Task brief
Would you please copy each line of the data in which the string "Ezhumalai" occurs?

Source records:

..............................

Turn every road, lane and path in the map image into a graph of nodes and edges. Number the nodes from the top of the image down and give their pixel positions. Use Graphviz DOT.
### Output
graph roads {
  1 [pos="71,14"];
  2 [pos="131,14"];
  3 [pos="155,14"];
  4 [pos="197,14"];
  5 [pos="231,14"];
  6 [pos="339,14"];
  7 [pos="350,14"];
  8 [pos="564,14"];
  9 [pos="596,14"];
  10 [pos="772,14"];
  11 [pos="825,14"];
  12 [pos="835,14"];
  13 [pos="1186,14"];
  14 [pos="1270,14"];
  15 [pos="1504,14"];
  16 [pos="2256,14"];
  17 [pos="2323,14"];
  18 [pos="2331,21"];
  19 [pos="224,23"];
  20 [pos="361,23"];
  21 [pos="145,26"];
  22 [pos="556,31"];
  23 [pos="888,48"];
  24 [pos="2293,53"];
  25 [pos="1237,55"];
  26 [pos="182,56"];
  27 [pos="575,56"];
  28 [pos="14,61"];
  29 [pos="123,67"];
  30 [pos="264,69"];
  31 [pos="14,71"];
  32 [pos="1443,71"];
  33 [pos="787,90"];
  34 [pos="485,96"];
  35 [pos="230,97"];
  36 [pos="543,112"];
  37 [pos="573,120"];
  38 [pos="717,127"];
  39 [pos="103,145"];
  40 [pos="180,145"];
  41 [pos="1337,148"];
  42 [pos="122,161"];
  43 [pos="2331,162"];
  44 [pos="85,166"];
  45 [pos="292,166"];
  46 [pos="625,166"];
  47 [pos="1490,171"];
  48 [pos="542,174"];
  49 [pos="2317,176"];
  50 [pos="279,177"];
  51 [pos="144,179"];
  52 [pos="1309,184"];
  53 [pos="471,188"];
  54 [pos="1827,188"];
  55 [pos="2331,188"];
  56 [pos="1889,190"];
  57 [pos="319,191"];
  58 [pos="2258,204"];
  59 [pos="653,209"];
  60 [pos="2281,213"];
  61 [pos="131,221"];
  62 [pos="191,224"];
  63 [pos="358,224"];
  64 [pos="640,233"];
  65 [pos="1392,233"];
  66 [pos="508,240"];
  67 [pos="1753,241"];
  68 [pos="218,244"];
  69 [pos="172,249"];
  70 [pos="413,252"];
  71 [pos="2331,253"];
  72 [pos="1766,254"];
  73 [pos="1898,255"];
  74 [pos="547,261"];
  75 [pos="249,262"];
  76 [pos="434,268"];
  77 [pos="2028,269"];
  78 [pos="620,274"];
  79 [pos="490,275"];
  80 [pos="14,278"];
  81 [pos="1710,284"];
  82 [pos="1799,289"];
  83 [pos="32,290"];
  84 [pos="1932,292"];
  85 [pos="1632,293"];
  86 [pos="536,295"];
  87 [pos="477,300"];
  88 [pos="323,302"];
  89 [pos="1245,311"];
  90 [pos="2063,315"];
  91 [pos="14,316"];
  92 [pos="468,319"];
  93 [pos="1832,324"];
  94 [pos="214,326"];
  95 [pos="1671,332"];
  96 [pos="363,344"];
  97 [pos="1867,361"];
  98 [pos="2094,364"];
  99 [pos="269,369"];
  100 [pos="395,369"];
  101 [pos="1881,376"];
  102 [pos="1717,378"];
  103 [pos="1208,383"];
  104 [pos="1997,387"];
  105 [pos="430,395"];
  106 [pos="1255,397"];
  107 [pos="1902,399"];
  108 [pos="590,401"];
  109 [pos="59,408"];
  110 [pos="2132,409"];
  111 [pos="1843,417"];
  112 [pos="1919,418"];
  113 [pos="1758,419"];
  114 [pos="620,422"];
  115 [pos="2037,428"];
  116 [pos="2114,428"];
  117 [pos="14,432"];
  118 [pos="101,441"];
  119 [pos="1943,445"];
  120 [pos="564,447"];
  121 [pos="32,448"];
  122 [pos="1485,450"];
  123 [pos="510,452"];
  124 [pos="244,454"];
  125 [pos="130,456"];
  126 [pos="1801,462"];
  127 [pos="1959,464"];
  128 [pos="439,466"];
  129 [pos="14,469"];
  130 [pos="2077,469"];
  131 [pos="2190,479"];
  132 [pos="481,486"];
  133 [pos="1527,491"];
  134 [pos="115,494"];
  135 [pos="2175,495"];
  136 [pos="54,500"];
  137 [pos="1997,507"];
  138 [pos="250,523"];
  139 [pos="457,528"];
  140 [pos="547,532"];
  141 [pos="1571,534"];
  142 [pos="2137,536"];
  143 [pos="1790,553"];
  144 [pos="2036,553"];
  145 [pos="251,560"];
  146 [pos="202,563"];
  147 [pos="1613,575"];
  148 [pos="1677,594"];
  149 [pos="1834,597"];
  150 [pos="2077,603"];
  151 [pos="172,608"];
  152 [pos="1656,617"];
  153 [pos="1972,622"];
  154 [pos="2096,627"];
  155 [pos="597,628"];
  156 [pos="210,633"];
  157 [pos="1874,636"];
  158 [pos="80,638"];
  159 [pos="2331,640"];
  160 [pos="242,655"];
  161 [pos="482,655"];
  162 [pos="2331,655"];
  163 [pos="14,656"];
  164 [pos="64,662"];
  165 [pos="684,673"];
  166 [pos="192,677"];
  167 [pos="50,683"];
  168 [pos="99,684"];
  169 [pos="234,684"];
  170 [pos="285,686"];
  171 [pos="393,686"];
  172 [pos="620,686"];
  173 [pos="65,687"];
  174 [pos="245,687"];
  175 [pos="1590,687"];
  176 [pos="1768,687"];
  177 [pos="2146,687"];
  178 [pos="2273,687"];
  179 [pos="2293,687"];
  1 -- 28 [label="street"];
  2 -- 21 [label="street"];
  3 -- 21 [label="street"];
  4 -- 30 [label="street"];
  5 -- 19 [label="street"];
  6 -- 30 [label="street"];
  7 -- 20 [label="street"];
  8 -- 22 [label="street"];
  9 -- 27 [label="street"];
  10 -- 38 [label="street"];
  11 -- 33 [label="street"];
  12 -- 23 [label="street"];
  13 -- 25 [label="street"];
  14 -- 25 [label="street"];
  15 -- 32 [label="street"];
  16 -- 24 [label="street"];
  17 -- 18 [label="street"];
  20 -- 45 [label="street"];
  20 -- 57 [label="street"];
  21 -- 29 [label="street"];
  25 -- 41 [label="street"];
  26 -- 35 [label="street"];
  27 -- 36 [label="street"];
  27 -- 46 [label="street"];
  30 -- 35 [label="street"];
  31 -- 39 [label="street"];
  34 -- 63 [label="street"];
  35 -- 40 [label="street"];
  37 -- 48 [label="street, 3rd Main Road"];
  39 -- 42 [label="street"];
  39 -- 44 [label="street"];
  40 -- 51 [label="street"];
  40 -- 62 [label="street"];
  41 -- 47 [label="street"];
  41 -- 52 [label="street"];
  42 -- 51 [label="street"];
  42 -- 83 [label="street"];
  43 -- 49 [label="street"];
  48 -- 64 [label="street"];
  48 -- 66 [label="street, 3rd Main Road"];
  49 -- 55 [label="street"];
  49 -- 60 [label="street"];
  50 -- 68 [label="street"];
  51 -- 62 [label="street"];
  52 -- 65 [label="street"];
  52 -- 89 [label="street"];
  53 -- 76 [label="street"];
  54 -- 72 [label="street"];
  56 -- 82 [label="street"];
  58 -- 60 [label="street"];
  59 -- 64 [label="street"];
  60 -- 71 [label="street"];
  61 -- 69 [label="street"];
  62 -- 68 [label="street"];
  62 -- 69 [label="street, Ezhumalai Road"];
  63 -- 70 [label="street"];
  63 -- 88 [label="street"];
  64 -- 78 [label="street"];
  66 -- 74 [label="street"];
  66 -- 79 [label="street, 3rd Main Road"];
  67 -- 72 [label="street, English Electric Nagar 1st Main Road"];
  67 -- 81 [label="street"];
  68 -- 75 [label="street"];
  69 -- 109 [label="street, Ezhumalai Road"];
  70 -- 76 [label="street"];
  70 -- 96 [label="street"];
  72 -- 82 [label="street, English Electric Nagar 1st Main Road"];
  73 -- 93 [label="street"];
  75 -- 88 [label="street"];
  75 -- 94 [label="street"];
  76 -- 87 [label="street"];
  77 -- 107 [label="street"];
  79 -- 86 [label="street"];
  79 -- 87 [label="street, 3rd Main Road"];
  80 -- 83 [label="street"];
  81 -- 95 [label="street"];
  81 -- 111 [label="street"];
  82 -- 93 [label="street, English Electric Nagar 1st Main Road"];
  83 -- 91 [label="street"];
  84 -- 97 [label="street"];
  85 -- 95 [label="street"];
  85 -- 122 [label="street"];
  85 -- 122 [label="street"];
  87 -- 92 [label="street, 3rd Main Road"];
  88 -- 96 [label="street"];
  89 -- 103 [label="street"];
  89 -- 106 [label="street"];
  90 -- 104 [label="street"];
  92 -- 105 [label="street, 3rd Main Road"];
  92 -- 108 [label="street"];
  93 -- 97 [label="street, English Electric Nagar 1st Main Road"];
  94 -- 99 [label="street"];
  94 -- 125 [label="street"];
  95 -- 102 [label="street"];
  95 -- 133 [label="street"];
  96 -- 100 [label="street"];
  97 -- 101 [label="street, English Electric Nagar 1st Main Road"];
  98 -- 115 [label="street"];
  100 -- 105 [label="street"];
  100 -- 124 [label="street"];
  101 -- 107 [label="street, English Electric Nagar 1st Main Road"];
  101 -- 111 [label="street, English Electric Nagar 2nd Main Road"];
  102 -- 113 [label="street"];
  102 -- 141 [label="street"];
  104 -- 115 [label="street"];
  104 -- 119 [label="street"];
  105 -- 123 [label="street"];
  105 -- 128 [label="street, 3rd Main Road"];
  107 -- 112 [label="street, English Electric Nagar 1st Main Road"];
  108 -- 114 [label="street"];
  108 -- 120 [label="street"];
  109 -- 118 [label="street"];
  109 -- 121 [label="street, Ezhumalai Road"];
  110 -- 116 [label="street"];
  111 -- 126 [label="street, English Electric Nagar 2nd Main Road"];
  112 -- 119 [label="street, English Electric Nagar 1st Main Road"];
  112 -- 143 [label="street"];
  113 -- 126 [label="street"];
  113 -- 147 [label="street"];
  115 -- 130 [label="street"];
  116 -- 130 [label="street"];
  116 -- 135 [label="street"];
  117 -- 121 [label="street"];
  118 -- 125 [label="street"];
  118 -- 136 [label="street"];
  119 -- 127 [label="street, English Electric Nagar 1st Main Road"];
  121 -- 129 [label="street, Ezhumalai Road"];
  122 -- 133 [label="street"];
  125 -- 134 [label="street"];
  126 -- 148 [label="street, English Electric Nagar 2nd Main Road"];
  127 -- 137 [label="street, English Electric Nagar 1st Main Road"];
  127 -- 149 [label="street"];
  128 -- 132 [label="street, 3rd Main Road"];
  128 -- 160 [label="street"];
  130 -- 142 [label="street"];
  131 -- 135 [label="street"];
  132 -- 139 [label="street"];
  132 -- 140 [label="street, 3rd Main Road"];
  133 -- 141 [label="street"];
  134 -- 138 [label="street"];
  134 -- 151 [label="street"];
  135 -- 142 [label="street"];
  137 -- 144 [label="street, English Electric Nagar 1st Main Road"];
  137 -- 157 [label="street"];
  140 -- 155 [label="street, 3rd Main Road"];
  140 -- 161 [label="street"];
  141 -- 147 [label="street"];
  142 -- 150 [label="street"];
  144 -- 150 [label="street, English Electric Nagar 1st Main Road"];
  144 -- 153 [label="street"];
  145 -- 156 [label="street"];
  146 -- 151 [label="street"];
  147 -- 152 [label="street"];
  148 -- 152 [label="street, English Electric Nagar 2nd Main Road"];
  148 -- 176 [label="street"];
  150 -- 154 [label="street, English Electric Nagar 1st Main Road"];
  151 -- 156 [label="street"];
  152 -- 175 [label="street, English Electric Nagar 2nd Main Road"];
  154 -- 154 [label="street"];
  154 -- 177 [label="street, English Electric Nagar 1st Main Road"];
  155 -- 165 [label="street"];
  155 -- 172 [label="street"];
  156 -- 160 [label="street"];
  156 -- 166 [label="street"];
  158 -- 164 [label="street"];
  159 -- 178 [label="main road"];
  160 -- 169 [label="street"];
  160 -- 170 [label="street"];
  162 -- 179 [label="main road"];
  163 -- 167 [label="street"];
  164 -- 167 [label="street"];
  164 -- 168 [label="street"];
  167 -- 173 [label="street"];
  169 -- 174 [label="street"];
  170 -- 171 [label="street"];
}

..............................

Answer box
  62 -- 69 [label="street, Ezhumalai Road"];
  69 -- 109 [label="street, Ezhumalai Road"];
  109 -- 121 [label="street, Ezhumalai Road"];
  121 -- 129 [label="street, Ezhumalai Road"];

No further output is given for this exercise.